Dataset entries:
-=-=-=-=-
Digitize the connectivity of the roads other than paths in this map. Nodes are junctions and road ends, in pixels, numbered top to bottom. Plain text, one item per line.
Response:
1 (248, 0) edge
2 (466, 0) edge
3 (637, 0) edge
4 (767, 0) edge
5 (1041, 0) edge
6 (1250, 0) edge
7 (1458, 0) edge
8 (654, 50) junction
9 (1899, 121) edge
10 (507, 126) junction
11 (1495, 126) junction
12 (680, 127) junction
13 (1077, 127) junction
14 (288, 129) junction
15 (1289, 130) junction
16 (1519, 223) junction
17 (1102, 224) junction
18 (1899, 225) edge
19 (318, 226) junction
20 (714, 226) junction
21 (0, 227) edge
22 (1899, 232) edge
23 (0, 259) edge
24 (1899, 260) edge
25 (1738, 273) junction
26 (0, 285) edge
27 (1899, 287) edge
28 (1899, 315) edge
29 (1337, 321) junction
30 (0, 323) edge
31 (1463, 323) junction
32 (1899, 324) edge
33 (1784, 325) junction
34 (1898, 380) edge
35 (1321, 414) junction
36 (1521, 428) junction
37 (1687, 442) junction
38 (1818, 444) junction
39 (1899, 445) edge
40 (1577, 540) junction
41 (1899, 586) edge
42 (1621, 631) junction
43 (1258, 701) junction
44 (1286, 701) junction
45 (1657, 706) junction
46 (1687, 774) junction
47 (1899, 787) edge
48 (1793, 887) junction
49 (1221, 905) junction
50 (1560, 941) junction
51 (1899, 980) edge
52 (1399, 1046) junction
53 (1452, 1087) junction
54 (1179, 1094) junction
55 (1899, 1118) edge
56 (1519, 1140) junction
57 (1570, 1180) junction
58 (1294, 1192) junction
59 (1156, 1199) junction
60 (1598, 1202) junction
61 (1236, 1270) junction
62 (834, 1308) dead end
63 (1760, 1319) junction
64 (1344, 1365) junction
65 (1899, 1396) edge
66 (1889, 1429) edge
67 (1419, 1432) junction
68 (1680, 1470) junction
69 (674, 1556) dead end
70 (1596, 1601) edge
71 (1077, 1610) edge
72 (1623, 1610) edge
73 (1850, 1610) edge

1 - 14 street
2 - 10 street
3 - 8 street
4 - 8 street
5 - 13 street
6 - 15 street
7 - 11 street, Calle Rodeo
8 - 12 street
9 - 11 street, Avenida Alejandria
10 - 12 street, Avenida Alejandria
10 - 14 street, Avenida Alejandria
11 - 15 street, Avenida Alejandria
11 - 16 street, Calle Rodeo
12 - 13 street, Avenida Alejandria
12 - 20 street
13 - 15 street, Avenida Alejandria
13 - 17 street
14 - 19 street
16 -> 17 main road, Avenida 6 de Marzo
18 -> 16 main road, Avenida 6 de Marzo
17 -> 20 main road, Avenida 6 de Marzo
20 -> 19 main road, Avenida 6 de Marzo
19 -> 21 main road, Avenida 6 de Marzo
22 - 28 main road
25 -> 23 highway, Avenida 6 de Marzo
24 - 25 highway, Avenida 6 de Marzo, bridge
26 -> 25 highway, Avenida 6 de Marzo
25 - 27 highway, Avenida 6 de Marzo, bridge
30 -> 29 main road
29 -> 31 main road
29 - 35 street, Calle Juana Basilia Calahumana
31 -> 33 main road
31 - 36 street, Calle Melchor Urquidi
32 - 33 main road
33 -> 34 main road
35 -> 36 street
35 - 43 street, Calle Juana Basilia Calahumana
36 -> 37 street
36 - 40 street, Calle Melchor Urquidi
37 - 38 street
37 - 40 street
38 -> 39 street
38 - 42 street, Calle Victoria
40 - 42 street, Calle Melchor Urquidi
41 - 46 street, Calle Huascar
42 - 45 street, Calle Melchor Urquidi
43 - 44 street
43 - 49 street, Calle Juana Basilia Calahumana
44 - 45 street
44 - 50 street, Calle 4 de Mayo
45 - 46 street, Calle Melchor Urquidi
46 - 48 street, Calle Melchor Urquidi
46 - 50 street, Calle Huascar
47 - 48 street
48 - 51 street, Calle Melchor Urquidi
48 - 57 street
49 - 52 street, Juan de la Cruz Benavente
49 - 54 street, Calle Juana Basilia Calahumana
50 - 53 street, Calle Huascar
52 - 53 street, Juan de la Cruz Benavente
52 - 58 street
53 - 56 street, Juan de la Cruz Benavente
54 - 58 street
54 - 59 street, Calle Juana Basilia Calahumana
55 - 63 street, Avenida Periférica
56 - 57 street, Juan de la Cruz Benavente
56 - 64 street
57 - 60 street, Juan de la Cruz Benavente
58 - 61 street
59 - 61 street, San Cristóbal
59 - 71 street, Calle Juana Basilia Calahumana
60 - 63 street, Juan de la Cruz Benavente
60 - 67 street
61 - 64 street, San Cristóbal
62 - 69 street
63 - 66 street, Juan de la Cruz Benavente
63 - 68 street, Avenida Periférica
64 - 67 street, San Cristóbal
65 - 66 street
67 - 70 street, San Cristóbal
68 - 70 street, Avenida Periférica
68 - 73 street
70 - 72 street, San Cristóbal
-=-=-=-=-
→ **About this exercise**
An exact copy of all the records is the expected answer.

→ **Response area**
Digitize the connectivity of the roads other than paths in this map. Nodes are junctions and road ends, in pixels, numbered top to bottom. Plain text, one item per line.
Response:
1 (248, 0) edge
2 (466, 0) edge
3 (637, 0) edge
4 (767, 0) edge
5 (1041, 0) edge
6 (1250, 0) edge
7 (1458, 0) edge
8 (654, 50) junction
9 (1899, 121) edge
10 (507, 126) junction
11 (1495, 126) junction
12 (680, 127) junction
13 (1077, 127) junction
14 (288, 129) junction
15 (1289, 130) junction
16 (1519, 223) junction
17 (1102, 224) junction
18 (1899, 225) edge
19 (318, 226) junction
20 (714, 226) junction
21 (0, 227) edge
22 (1899, 232) edge
23 (0, 259) edge
24 (1899, 260) edge
25 (1738, 273) junction
26 (0, 285) edge
27 (1899, 287) edge
28 (1899, 315) edge
29 (1337, 321) junction
30 (0, 323) edge
31 (1463, 323) junction
32 (1899, 324) edge
33 (1784, 325) junction
34 (1898, 380) edge
35 (1321, 414) junction
36 (1521, 428) junction
37 (1687, 442) junction
38 (1818, 444) junction
39 (1899, 445) edge
40 (1577, 540) junction
41 (1899, 586) edge
42 (1621, 631) junction
43 (1258, 701) junction
44 (1286, 701) junction
45 (1657, 706) junction
46 (1687, 774) junction
47 (1899, 787) edge
48 (1793, 887) junction
49 (1221, 905) junction
50 (1560, 941) junction
51 (1899, 980) edge
52 (1399, 1046) junction
53 (1452, 1087) junction
54 (1179, 1094) junction
55 (1899, 1118) edge
56 (1519, 1140) junction
57 (1570, 1180) junction
58 (1294, 1192) junction
59 (1156, 1199) junction
60 (1598, 1202) junction
61 (1236, 1270) junction
62 (834, 1308) dead end
63 (1760, 1319) junction
64 (1344, 1365) junction
65 (1899, 1396) edge
66 (1889, 1429) edge
67 (1419, 1432) junction
68 (1680, 1470) junction
69 (674, 1556) dead end
70 (1596, 1601) edge
71 (1077, 1610) edge
72 (1623, 1610) edge
73 (1850, 1610) edge

1 - 14 street
2 - 10 street
3 - 8 street
4 - 8 street
5 - 13 street
6 - 15 street
7 - 11 street, Calle Rodeo
8 - 12 street
9 - 11 street, Avenida Alejandria
10 - 12 street, Avenida Alejandria
10 - 14 street, Avenida Alejandria
11 - 15 street, Avenida Alejandria
11 - 16 street, Calle Rodeo
12 - 13 street, Avenida Alejandria
12 - 20 street
13 - 15 street, Avenida Alejandria
13 - 17 street
14 - 19 street
16 -> 17 main road, Avenida 6 de Marzo
18 -> 16 main road, Avenida 6 de Marzo
17 -> 20 main road, Avenida 6 de Marzo
20 -> 19 main road, Avenida 6 de Marzo
19 -> 21 main road, Avenida 6 de Marzo
22 - 28 main road
25 -> 23 highway, Avenida 6 de Marzo
24 - 25 highway, Avenida 6 de Marzo, bridge
26 -> 25 highway, Avenida 6 de Marzo
25 - 27 highway, Avenida 6 de Marzo, bridge
30 -> 29 main road
29 -> 31 main road
29 - 35 street, Calle Juana Basilia Calahumana
31 -> 33 main road
31 - 36 street, Calle Melchor Urquidi
32 - 33 main road
33 -> 34 main road
35 -> 36 street
35 - 43 street, Calle Juana Basilia Calahumana
36 -> 37 street
36 - 40 street, Calle Melchor Urquidi
37 - 38 street
37 - 40 street
38 -> 39 street
38 - 42 street, Calle Victoria
40 - 42 street, Calle Melchor Urquidi
41 - 46 street, Calle Huascar
42 - 45 street, Calle Melchor Urquidi
43 - 44 street
43 - 49 street, Calle Juana Basilia Calahumana
44 - 45 street
44 - 50 street, Calle 4 de Mayo
45 - 46 street, Calle Melchor Urquidi
46 - 48 street, Calle Melchor Urquidi
46 - 50 street, Calle Huascar
47 - 48 street
48 - 51 street, Calle Melchor Urquidi
48 - 57 street
49 - 52 street, Juan de la Cruz Benavente
49 - 54 street, Calle Juana Basilia Calahumana
50 - 53 street, Calle Huascar
52 - 53 street, Juan de la Cruz Benavente
52 - 58 street
53 - 56 street, Juan de la Cruz Benavente
54 - 58 street
54 - 59 street, Calle Juana Basilia Calahumana
55 - 63 street, Avenida Periférica
56 - 57 street, Juan de la Cruz Benavente
56 - 64 street
57 - 60 street, Juan de la Cruz Benavente
58 - 61 street
59 - 61 street, San Cristóbal
59 - 71 street, Calle Juana Basilia Calahumana
60 - 63 street, Juan de la Cruz Benavente
60 - 67 street
61 - 64 street, San Cristóbal
62 - 69 street
63 - 66 street, Juan de la Cruz Benavente
63 - 68 street, Avenida Periférica
64 - 67 street, San Cristóbal
65 - 66 street
67 - 70 street, San Cristóbal
68 - 70 street, Avenida Periférica
68 - 73 street
70 - 72 street, San Cristóbal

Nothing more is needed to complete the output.